=== EXERCISE DETAILS ===
Look for the word "from" in the records, and copy each line where it appears.

Stored items:

Start of Block

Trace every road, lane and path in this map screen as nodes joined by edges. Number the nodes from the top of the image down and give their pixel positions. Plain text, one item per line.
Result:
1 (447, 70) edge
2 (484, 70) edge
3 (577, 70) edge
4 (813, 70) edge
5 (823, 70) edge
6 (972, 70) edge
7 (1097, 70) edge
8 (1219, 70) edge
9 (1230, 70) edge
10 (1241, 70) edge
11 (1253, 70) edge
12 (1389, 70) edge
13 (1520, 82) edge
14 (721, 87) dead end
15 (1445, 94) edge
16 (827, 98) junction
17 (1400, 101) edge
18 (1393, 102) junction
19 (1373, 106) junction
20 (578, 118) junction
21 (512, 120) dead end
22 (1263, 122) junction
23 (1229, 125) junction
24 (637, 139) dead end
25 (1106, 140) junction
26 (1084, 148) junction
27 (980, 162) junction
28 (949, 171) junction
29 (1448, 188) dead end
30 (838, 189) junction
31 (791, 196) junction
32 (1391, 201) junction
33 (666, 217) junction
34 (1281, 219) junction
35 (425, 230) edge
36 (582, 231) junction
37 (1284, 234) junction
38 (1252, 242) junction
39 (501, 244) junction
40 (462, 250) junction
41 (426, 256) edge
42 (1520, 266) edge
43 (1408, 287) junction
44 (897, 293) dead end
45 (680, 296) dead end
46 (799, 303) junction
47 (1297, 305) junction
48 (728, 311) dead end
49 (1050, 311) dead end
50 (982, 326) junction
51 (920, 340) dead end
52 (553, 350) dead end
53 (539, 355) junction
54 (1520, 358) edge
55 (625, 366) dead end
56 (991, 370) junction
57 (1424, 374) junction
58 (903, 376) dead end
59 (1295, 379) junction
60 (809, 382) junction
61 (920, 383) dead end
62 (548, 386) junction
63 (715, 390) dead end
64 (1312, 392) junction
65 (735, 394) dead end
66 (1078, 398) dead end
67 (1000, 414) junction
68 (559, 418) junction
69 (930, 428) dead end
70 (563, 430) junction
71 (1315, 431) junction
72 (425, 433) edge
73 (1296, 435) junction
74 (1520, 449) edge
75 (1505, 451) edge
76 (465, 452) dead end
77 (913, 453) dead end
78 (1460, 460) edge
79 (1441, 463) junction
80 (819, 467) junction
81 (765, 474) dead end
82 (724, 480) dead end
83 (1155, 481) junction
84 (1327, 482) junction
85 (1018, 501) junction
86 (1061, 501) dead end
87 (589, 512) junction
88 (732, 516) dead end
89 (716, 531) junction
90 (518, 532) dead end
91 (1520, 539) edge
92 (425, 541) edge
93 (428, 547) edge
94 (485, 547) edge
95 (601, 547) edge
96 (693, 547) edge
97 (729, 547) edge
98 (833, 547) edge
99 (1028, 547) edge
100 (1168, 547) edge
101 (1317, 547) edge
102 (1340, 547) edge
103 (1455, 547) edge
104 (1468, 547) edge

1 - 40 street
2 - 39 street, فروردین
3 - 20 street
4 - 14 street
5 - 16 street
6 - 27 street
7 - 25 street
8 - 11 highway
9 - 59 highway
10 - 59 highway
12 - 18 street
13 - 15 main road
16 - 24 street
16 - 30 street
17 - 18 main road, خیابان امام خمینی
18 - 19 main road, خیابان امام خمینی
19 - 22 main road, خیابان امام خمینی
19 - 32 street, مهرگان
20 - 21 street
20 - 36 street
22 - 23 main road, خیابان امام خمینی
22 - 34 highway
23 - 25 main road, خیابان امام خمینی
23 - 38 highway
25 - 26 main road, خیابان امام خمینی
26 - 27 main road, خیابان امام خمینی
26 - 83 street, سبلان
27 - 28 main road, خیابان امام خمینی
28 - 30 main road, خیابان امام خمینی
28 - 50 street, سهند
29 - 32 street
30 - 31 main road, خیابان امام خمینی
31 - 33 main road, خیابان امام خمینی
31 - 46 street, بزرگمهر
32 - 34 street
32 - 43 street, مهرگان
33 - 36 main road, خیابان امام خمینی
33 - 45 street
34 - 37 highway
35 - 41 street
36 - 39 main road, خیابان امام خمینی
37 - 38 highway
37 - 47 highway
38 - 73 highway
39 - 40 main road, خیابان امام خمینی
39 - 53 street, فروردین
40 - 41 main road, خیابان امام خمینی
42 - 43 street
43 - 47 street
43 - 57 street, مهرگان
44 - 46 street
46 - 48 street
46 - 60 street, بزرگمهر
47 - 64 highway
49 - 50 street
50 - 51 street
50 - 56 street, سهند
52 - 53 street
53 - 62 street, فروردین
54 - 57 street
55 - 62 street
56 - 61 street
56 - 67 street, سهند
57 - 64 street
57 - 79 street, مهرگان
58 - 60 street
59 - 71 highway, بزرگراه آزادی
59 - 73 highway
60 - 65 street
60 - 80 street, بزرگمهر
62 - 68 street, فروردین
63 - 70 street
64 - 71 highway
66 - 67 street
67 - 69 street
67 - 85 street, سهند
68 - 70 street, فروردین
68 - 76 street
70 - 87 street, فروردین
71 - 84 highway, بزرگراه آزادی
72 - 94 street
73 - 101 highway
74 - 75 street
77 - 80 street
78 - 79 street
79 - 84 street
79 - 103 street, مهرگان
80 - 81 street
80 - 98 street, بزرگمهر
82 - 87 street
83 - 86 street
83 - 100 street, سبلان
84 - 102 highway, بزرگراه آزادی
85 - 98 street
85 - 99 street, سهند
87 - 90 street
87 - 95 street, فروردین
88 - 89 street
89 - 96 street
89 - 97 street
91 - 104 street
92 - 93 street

End of Block
Start of Block

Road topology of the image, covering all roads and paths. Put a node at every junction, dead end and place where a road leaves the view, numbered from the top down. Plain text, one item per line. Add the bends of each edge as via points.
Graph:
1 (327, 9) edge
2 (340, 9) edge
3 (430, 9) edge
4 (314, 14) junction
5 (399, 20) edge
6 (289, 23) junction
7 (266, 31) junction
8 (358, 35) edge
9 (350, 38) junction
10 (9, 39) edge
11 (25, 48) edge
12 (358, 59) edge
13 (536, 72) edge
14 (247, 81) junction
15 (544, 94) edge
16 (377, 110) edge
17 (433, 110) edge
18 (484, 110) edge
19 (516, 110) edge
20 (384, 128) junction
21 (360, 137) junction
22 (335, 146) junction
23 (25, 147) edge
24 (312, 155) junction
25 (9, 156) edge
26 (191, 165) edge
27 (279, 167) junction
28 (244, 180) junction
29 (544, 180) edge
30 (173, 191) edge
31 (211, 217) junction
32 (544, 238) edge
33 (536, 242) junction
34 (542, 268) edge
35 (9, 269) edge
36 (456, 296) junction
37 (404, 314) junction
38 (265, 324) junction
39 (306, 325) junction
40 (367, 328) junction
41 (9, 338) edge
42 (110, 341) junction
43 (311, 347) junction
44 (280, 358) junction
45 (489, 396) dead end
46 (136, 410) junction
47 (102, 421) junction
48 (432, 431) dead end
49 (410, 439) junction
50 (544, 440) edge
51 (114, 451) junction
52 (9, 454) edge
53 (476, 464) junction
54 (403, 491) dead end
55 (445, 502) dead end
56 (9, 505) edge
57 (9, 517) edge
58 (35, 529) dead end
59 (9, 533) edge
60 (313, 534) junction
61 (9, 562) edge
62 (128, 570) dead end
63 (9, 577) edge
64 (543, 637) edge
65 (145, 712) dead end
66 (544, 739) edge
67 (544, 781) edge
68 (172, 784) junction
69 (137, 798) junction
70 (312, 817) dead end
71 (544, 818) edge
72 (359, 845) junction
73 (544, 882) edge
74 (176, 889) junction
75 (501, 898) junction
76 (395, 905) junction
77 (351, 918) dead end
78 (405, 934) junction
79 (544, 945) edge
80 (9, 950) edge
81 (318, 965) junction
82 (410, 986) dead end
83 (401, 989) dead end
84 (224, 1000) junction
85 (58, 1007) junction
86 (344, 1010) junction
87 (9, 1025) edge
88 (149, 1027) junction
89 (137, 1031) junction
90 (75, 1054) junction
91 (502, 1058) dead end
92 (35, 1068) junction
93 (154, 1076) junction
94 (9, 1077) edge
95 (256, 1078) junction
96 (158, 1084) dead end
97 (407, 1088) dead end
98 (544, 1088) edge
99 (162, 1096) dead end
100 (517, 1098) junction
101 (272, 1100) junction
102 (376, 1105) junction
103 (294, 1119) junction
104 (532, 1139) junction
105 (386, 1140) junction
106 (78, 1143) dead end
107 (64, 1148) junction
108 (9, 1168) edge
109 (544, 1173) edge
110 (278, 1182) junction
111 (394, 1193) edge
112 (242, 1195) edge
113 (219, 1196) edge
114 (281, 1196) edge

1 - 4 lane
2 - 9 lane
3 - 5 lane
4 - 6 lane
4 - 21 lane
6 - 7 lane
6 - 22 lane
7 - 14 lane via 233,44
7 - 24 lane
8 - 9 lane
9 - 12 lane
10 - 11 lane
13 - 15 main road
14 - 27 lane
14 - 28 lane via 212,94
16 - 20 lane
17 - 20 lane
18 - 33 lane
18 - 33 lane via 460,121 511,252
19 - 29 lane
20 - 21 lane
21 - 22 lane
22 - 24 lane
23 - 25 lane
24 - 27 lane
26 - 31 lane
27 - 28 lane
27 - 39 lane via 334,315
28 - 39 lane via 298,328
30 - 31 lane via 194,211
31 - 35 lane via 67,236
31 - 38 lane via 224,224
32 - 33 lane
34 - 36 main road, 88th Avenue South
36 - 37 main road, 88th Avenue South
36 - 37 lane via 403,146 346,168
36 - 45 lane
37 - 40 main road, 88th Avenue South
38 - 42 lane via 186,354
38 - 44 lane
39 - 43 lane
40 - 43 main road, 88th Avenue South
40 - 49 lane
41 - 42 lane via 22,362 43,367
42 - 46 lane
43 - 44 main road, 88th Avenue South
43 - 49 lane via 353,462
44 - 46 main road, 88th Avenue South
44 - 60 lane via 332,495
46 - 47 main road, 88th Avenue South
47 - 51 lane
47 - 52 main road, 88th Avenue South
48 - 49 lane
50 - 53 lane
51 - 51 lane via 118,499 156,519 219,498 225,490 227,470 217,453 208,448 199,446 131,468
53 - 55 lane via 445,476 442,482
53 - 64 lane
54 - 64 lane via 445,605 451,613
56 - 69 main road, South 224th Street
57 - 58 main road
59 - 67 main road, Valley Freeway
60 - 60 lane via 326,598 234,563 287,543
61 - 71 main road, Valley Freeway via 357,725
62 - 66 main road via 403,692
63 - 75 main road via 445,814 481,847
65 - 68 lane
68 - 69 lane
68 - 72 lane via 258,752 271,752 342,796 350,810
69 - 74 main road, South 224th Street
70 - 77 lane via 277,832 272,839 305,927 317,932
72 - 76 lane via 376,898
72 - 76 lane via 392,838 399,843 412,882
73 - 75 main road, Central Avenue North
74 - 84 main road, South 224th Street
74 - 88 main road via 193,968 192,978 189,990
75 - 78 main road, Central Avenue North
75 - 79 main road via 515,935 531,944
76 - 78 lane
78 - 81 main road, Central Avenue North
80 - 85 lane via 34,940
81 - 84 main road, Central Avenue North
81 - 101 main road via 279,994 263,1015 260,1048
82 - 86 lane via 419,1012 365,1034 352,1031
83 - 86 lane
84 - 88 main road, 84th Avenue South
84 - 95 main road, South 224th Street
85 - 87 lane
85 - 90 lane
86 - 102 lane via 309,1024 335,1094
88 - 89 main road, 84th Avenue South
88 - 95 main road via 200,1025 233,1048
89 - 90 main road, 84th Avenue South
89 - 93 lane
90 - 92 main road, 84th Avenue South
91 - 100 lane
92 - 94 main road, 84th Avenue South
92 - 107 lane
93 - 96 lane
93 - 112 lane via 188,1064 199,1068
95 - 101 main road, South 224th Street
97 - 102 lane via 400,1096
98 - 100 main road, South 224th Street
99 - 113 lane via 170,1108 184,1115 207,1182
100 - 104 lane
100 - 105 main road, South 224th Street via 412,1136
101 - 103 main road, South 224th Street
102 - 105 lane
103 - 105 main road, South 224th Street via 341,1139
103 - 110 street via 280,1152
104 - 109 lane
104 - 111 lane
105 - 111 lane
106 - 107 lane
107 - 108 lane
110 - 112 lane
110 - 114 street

End of Block
Start of Block

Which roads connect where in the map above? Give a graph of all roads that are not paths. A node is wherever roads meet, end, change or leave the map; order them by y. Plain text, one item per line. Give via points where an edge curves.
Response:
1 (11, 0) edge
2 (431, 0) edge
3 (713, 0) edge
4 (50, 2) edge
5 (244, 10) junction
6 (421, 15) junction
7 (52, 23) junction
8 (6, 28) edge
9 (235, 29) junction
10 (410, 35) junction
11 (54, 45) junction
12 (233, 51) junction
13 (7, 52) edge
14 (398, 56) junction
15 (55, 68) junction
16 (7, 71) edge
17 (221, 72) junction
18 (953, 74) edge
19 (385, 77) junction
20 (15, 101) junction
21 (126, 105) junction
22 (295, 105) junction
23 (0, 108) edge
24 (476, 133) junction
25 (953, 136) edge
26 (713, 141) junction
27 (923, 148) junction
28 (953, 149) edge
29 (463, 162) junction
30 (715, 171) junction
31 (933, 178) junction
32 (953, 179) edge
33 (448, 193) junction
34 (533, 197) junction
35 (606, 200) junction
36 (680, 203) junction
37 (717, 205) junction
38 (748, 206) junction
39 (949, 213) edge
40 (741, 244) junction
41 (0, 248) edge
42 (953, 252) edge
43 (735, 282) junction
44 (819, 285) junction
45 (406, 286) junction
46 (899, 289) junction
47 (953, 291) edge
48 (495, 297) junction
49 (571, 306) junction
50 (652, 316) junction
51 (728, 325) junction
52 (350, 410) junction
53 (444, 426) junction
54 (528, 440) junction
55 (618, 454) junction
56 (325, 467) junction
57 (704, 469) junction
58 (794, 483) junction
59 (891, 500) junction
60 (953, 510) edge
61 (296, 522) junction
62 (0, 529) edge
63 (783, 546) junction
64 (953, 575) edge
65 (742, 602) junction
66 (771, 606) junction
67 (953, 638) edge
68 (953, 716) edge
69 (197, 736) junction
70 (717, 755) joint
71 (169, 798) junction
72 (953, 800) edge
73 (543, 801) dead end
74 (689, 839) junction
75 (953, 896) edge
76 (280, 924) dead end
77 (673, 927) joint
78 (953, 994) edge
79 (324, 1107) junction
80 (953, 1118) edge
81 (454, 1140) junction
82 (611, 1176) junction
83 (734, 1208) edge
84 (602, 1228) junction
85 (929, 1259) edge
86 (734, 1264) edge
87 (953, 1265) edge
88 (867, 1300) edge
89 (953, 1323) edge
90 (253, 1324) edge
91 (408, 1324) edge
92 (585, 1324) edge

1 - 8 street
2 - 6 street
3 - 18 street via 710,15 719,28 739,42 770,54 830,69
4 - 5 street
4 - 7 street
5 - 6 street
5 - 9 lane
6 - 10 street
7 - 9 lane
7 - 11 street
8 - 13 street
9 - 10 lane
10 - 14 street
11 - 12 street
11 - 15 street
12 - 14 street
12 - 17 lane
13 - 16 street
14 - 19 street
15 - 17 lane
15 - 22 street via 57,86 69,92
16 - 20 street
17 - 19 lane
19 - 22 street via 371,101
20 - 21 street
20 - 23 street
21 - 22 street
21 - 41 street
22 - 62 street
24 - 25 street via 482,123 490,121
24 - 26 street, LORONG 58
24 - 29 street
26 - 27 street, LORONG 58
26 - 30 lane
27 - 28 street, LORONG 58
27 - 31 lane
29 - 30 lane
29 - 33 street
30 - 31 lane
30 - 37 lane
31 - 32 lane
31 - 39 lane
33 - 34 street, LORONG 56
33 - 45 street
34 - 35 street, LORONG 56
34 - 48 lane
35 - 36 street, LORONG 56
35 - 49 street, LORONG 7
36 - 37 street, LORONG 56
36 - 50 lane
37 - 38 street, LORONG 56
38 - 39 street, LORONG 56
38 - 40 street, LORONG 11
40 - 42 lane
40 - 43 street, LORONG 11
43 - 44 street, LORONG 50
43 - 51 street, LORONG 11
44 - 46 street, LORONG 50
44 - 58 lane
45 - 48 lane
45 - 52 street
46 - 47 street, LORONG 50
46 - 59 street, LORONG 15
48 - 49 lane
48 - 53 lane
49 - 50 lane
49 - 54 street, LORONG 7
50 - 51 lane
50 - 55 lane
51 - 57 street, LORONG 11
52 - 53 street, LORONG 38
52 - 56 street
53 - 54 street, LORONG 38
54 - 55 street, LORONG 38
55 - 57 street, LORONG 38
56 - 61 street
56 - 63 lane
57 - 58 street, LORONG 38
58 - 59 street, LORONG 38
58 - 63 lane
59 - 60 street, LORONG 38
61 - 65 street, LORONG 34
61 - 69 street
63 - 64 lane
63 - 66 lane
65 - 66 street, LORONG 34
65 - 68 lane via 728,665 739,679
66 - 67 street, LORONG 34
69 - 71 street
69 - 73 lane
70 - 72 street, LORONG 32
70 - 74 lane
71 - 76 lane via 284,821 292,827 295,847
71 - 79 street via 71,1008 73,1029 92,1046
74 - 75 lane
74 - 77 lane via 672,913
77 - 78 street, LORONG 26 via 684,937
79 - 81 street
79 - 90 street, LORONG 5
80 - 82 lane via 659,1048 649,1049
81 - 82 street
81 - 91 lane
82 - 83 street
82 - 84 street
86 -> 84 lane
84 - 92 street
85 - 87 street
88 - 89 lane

End of Block

=== RESULT FOR THIS EXERCISE ===
Trace every road, lane and path in this map screen as nodes joined by edges. Number the nodes from the top of the image down and give their pixel positions. Plain text, one item per line.
Road topology of the image, covering all roads and paths. Put a node at every junction, dead end and place where a road leaves the view, numbered from the top down. Plain text, one item per line. Add the bends of each edge as via points.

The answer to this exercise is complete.